WORK INSTRUCTIONS: In your transcription, keep every record exact and leave out the pictures.

(Collected data)
───

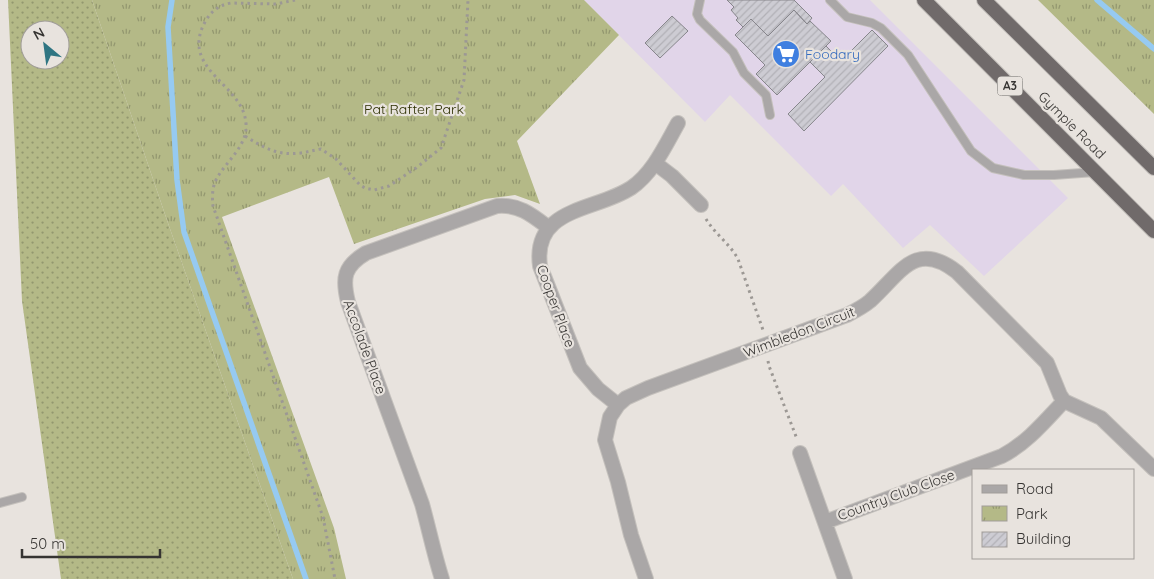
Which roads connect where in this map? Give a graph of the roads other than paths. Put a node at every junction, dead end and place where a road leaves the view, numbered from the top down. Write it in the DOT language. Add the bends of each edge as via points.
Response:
graph roads {
  1 [pos="700,0"];
  2 [pos="830,0"];
  3 [pos="924,0"];
  4 [pos="984,0"];
  5 [pos="770,115"];
  6 [pos="678,123"];
  7 [pos="655,163"];
  8 [pos="1154,168"];
  9 [pos="1095,172"];
  10 [pos="701,205"];
  11 [pos="549,228"];
  12 [pos="1154,231"];
  13 [pos="1064,401"];
  14 [pos="618,404"];
  15 [pos="800,454"];
  16 [pos="1154,469"];
  17 [pos="22,497"];
  18 [pos="0,503"];
  19 [pos="825,522"];
  20 [pos="442,579"];
  21 [pos="646,579"];
  22 [pos="845,579"];
  1 -- 5 [label="lane" via="697,14 700,20 733,52 744,73 766,95"];
  2 -- 9 [label="lane" via="847,17 881,28 908,56 971,151 992,168 1024,175"];
  3 -- 9 [label="highway, Gympie Road / A3"];
  4 -- 8 [label="highway, Gympie Road"];
  6 -- 7 [label="street"];
  7 -- 10 [label="street"];
  7 -- 11 [label="street" via="630,189 563,216"];
  9 -- 12 [label="highway, Gympie Road / A3"];
  11 -- 14 [label="street, Cooper Place" via="539,250 540,266 574,356 588,379"];
  11 -- 20 [label="street, Accolade Place" via="520,208 497,206 366,253 353,262 345,275 348,302 422,504"];
  13 -- 14 [label="street, Wimbledon Circuit" via="1051,370 1040,356 958,272 938,260 926,258 907,264 869,302 847,315 648,388"];
  13 -- 16 [label="street" via="1101,418"];
  13 -- 19 [label="street, Country Club Close" via="1028,438 1002,456"];
  14 -- 21 [label="street" via="610,417 605,440"];
  15 -- 19 [label="street, Country Club Close"];
  17 -- 18 [label="lane"];
  19 -- 22 [label="street, Country Club Close"];
}
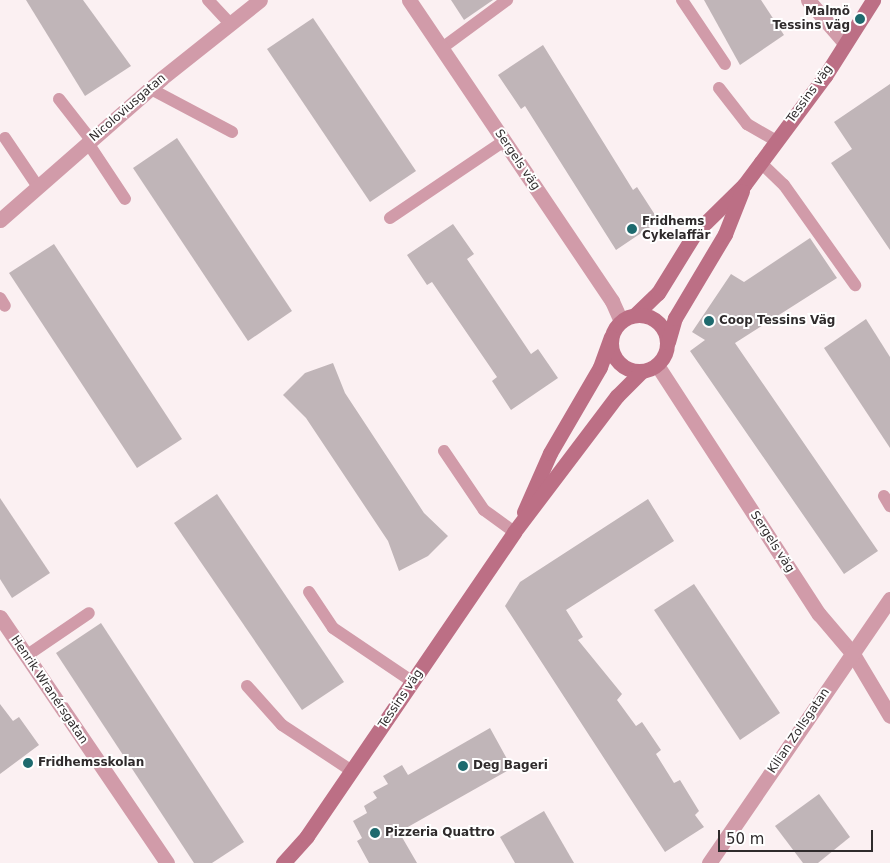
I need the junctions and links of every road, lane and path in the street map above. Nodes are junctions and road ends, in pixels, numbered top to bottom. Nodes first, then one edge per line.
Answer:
1 (208, 0) edge
2 (260, 0) edge
3 (409, 0) edge
4 (507, 0) edge
5 (682, 0) edge
6 (808, 0) edge
7 (872, 0) edge
8 (230, 24) junction
9 (845, 43) junction
10 (442, 48) junction
11 (725, 64) dead end
12 (149, 88) junction
13 (719, 88) dead end
14 (59, 99) dead end
15 (232, 132) dead end
16 (5, 138) dead end
17 (89, 141) junction
18 (504, 141) junction
19 (776, 141) junction
20 (760, 162) junction
21 (744, 186) junction
22 (38, 187) junction
23 (125, 199) dead end
24 (390, 218) dead end
25 (0, 220) edge
26 (855, 285) dead end
27 (636, 314) junction
28 (620, 321) junction
29 (611, 337) junction
30 (668, 344) junction
31 (657, 365) junction
32 (642, 371) junction
33 (444, 451) dead end
34 (514, 532) junction
35 (309, 592) dead end
36 (890, 599) edge
37 (88, 613) dead end
38 (0, 617) edge
39 (853, 654) junction
40 (26, 656) junction
41 (413, 682) junction
42 (247, 686) dead end
43 (890, 716) edge
44 (352, 770) junction
45 (166, 863) edge
46 (283, 863) edge
47 (709, 863) edge

1 - 8 lane
2 - 8 street, Nicoloviusgatan
3 - 10 street, Sergels väg
4 - 10 lane
5 - 11 lane
6 - 9 street
7 - 9 street, Tessins väg
8 - 12 street, Nicoloviusgatan
9 - 19 street, Tessins väg
10 - 18 street, Sergels väg
12 - 15 lane
12 - 17 street, Nicoloviusgatan
13 - 19 lane
14 - 17 lane
16 - 22 lane
17 - 22 street, Nicoloviusgatan
17 - 23 lane
18 - 24 lane
18 - 28 street, Sergels väg
19 - 20 street, Tessins väg
20 - 21 street, Tessins väg
20 - 26 lane
21 - 27 street, Tessins väg
21 - 30 street, Tessins väg
22 - 25 street, Nicoloviusgatan
27 - 28 street, Tessins väg
27 - 30 street
28 - 29 street, Tessins väg
29 - 32 street
29 - 34 street, Tessins väg
30 - 31 street, Tessins väg
31 - 32 street, Tessins väg
31 - 39 street, Sergels väg
32 - 34 street, Tessins väg
33 - 34 lane
34 - 41 street, Tessins väg
35 - 41 lane
36 - 39 street, Kilian Zollsgatan
37 - 40 lane
38 - 40 street, Henrik Wranérsgatan
39 - 43 street, Sergels väg
39 - 47 street, Kilian Zollsgatan
40 - 45 street, Henrik Wranérsgatan
41 - 44 street, Tessins väg
42 - 44 lane
44 - 46 street, Tessins väg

───

SOLUTION FOR THIS EXERCISE:
Which roads connect where in this map? Give a graph of the roads other than paths. Put a node at every junction, dead end and place where a road leaves the view, numbered from the top down. Write it in the DOT language. Add the bends of each edge as via points.
Response:
graph roads {
  1 [pos="700,0"];
  2 [pos="830,0"];
  3 [pos="924,0"];
  4 [pos="984,0"];
  5 [pos="770,115"];
  6 [pos="678,123"];
  7 [pos="655,163"];
  8 [pos="1154,168"];
  9 [pos="1095,172"];
  10 [pos="701,205"];
  11 [pos="549,228"];
  12 [pos="1154,231"];
  13 [pos="1064,401"];
  14 [pos="618,404"];
  15 [pos="800,454"];
  16 [pos="1154,469"];
  17 [pos="22,497"];
  18 [pos="0,503"];
  19 [pos="825,522"];
  20 [pos="442,579"];
  21 [pos="646,579"];
  22 [pos="845,579"];
  1 -- 5 [label="lane" via="697,14 700,20 733,52 744,73 766,95"];
  2 -- 9 [label="lane" via="847,17 881,28 908,56 971,151 992,168 1024,175"];
  3 -- 9 [label="highway, Gympie Road / A3"];
  4 -- 8 [label="highway, Gympie Road"];
  6 -- 7 [label="street"];
  7 -- 10 [label="street"];
  7 -- 11 [label="street" via="630,189 563,216"];
  9 -- 12 [label="highway, Gympie Road / A3"];
  11 -- 14 [label="street, Cooper Place" via="539,250 540,266 574,356 588,379"];
  11 -- 20 [label="street, Accolade Place" via="520,208 497,206 366,253 353,262 345,275 348,302 422,504"];
  13 -- 14 [label="street, Wimbledon Circuit" via="1051,370 1040,356 958,272 938,260 926,258 907,264 869,302 847,315 648,388"];
  13 -- 16 [label="street" via="1101,418"];
  13 -- 19 [label="street, Country Club Close" via="1028,438 1002,456"];
  14 -- 21 [label="street" via="610,417 605,440"];
  15 -- 19 [label="street, Country Club Close"];
  17 -- 18 [label="lane"];
  19 -- 22 [label="street, Country Club Close"];
}
I need the junctions and links of every road, lane and path in the street map above. Nodes are junctions and road ends, in pixels, numbered top to bottom. Nodes first, then one edge per line.
Answer:
1 (208, 0) edge
2 (260, 0) edge
3 (409, 0) edge
4 (507, 0) edge
5 (682, 0) edge
6 (808, 0) edge
7 (872, 0) edge
8 (230, 24) junction
9 (845, 43) junction
10 (442, 48) junction
11 (725, 64) dead end
12 (149, 88) junction
13 (719, 88) dead end
14 (59, 99) dead end
15 (232, 132) dead end
16 (5, 138) dead end
17 (89, 141) junction
18 (504, 141) junction
19 (776, 141) junction
20 (760, 162) junction
21 (744, 186) junction
22 (38, 187) junction
23 (125, 199) dead end
24 (390, 218) dead end
25 (0, 220) edge
26 (855, 285) dead end
27 (636, 314) junction
28 (620, 321) junction
29 (611, 337) junction
30 (668, 344) junction
31 (657, 365) junction
32 (642, 371) junction
33 (444, 451) dead end
34 (514, 532) junction
35 (309, 592) dead end
36 (890, 599) edge
37 (88, 613) dead end
38 (0, 617) edge
39 (853, 654) junction
40 (26, 656) junction
41 (413, 682) junction
42 (247, 686) dead end
43 (890, 716) edge
44 (352, 770) junction
45 (166, 863) edge
46 (283, 863) edge
47 (709, 863) edge

1 - 8 lane
2 - 8 street, Nicoloviusgatan
3 - 10 street, Sergels väg
4 - 10 lane
5 - 11 lane
6 - 9 street
7 - 9 street, Tessins väg
8 - 12 street, Nicoloviusgatan
9 - 19 street, Tessins väg
10 - 18 street, Sergels väg
12 - 15 lane
12 - 17 street, Nicoloviusgatan
13 - 19 lane
14 - 17 lane
16 - 22 lane
17 - 22 street, Nicoloviusgatan
17 - 23 lane
18 - 24 lane
18 - 28 street, Sergels väg
19 - 20 street, Tessins väg
20 - 21 street, Tessins väg
20 - 26 lane
21 - 27 street, Tessins väg
21 - 30 street, Tessins väg
22 - 25 street, Nicoloviusgatan
27 - 28 street, Tessins väg
27 - 30 street
28 - 29 street, Tessins väg
29 - 32 street
29 - 34 street, Tessins väg
30 - 31 street, Tessins väg
31 - 32 street, Tessins väg
31 - 39 street, Sergels väg
32 - 34 street, Tessins väg
33 - 34 lane
34 - 41 street, Tessins väg
35 - 41 lane
36 - 39 street, Kilian Zollsgatan
37 - 40 lane
38 - 40 street, Henrik Wranérsgatan
39 - 43 street, Sergels väg
39 - 47 street, Kilian Zollsgatan
40 - 45 street, Henrik Wranérsgatan
41 - 44 street, Tessins väg
42 - 44 lane
44 - 46 street, Tessins väg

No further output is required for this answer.